■ Work task
Using the listing below, report each line holding the string "then".

■ Provided information
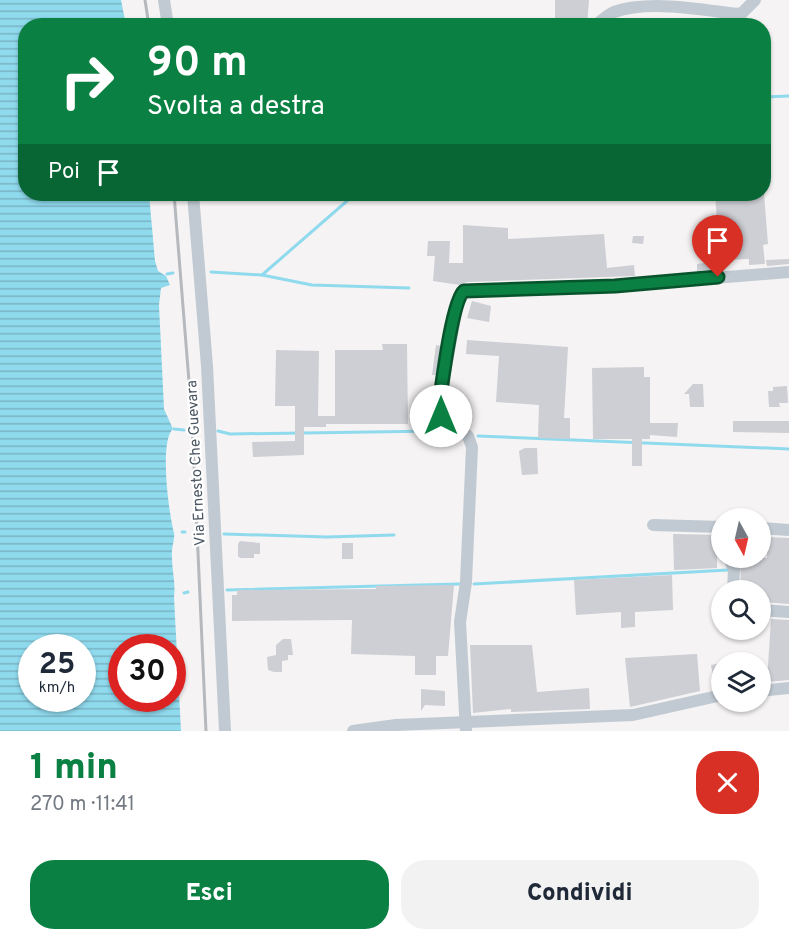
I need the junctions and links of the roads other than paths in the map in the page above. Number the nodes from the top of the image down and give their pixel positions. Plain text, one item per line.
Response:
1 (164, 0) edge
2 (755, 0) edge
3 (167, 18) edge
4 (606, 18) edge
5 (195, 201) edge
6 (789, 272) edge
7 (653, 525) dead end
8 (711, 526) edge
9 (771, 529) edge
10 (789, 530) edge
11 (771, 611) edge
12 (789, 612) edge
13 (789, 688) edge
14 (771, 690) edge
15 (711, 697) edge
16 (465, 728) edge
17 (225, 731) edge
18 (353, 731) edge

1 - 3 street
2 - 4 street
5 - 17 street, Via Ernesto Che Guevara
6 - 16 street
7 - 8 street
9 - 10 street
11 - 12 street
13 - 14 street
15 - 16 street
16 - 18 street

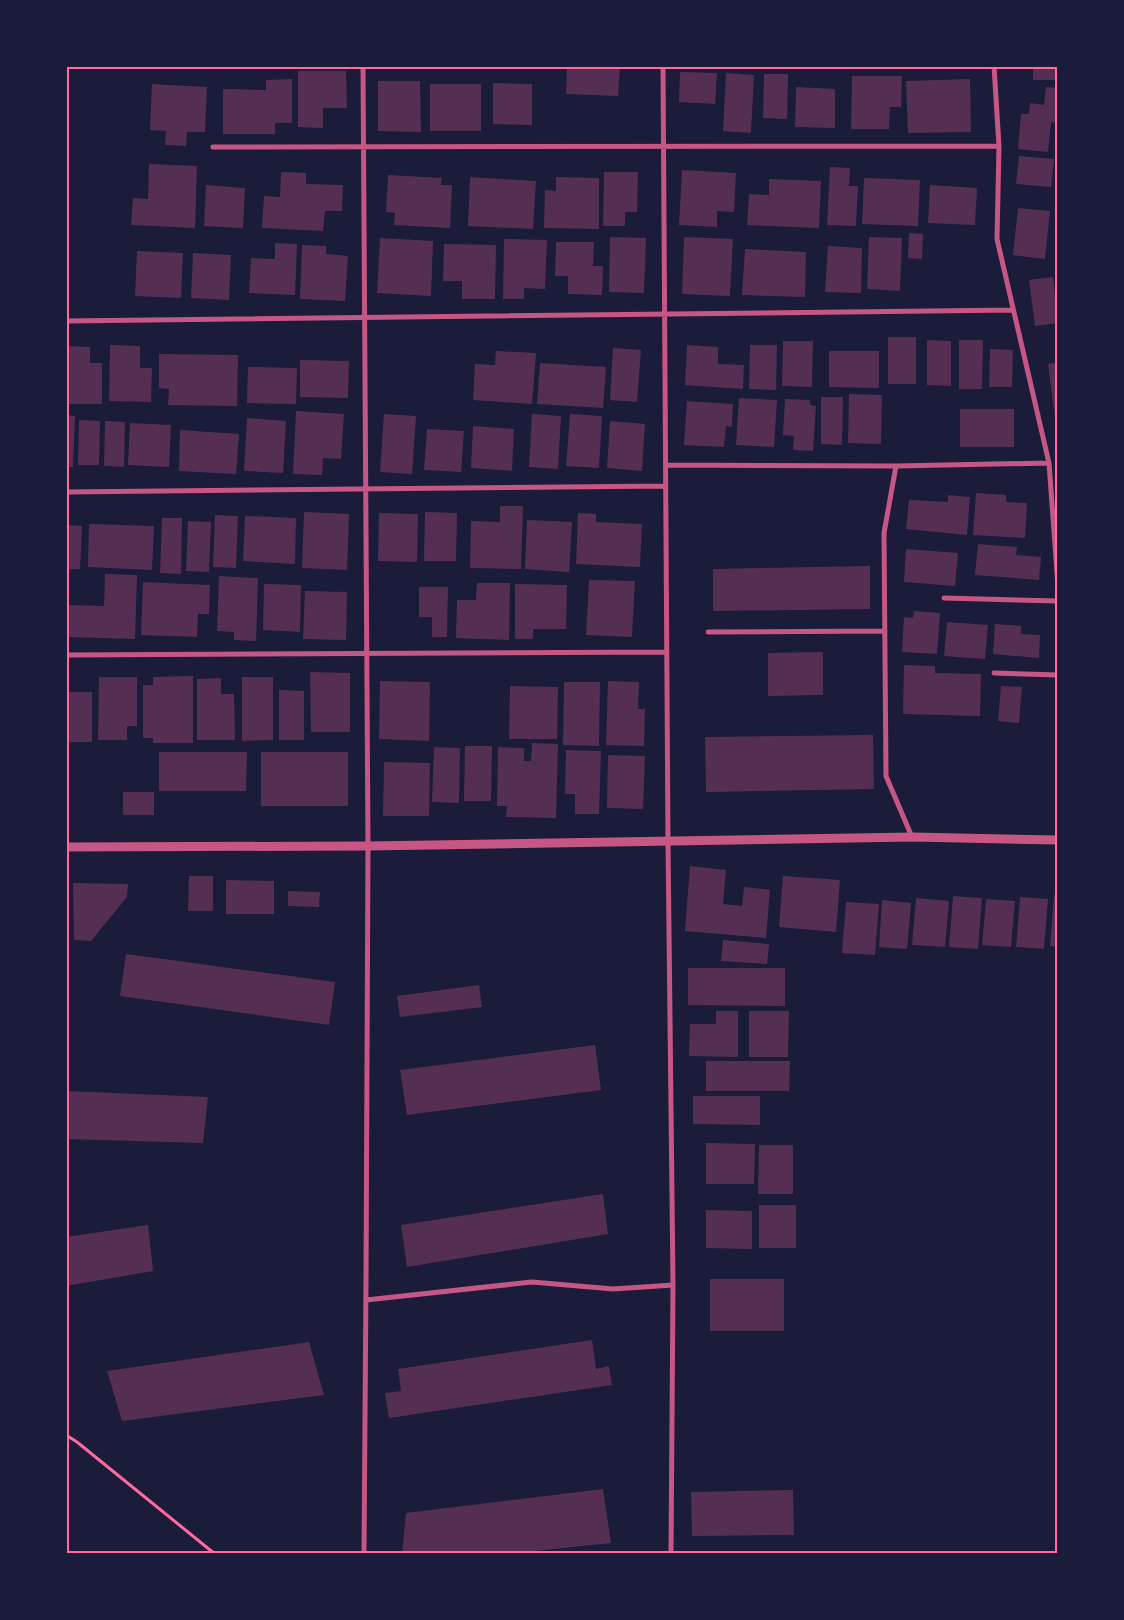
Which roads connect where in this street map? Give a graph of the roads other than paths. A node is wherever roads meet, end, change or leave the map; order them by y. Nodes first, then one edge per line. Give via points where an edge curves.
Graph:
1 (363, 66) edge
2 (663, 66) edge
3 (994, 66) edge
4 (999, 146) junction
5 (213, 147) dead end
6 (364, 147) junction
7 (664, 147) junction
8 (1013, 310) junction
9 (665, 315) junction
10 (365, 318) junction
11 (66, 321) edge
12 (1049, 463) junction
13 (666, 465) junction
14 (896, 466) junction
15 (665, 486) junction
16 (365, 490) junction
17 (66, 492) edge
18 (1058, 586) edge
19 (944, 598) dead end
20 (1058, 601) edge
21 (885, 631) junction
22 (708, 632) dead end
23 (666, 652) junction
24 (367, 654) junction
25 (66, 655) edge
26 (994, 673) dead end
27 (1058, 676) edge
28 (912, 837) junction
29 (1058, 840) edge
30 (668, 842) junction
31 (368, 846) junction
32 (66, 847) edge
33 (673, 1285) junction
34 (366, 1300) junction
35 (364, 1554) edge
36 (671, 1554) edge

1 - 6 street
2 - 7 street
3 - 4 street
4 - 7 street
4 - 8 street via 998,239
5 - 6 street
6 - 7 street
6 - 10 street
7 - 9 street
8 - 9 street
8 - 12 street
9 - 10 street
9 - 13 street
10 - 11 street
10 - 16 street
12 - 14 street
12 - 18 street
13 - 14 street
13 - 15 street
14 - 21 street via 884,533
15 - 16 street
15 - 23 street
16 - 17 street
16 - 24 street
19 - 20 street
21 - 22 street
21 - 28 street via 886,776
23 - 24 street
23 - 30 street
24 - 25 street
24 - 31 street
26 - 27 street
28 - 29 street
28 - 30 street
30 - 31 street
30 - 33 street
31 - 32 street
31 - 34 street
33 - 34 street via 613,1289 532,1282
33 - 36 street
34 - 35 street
---
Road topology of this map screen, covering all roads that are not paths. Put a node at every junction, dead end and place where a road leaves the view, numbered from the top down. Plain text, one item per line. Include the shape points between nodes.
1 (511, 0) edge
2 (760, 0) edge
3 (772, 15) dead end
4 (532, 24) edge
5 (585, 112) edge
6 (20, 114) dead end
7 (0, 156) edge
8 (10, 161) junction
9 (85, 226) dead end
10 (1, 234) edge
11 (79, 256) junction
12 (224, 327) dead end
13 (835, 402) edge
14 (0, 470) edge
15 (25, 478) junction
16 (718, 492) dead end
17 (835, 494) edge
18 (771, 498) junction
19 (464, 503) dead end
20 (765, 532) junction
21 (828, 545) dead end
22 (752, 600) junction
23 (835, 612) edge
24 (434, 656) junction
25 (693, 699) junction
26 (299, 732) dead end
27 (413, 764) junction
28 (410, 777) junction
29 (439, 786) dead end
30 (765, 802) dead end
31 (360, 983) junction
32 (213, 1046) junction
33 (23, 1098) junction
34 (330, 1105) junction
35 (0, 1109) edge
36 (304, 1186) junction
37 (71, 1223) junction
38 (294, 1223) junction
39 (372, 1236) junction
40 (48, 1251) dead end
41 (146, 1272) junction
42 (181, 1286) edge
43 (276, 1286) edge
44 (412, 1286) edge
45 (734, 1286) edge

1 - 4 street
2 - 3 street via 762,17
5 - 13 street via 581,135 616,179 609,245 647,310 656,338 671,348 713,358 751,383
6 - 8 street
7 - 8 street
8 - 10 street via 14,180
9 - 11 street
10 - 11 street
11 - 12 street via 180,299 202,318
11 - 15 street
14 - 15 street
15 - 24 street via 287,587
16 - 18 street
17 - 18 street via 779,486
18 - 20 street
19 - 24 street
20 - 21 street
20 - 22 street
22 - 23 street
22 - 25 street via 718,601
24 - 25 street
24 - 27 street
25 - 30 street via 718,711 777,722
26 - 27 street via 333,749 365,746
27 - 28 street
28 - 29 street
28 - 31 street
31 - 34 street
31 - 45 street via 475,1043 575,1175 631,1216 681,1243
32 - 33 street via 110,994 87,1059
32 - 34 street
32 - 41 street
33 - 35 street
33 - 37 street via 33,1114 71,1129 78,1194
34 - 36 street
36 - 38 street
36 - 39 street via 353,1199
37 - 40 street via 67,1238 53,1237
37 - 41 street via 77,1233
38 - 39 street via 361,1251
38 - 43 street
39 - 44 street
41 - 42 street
* * *
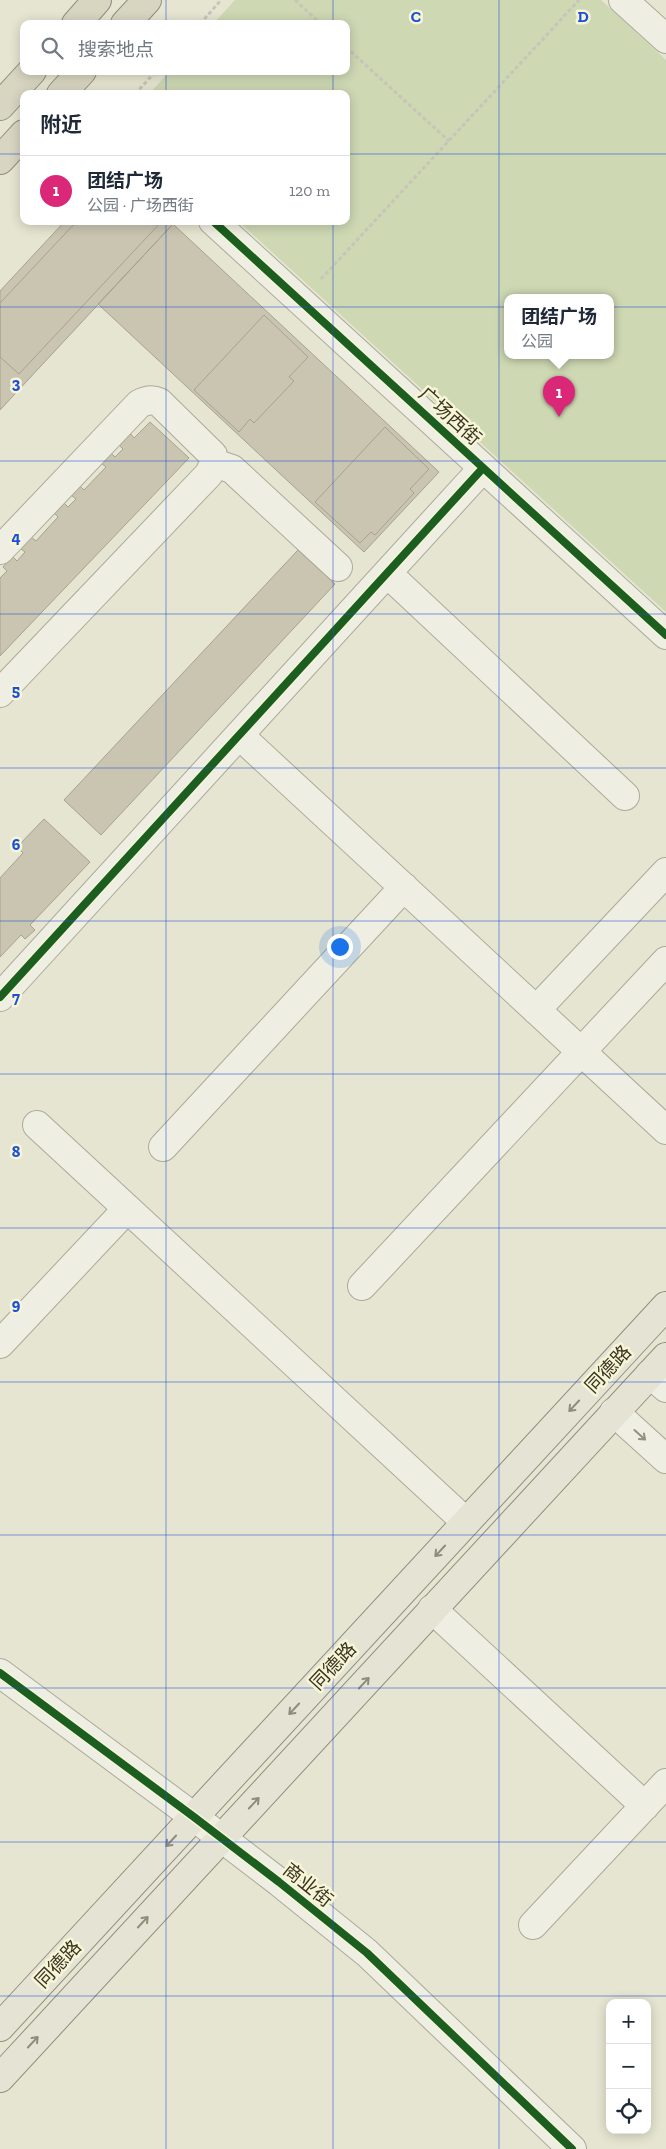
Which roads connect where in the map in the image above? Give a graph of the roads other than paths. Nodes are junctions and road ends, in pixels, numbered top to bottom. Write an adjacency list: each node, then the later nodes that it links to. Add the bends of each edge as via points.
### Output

■ Output for this exercise
Which roads connect where in this street map? Give a graph of the roads other than paths. A node is wherever roads meet, end, change or leave the map; order them by y. Nodes first, then one edge per line. Give via points where an edge curves.
Which roads connect where in the map in the image above? Give a graph of the roads other than paths. Nodes are junctions and road ends, in pixels, numbered top to bottom. Write an adjacency list: each node, then the later nodes that it links to. Add the bends of each edge as via points.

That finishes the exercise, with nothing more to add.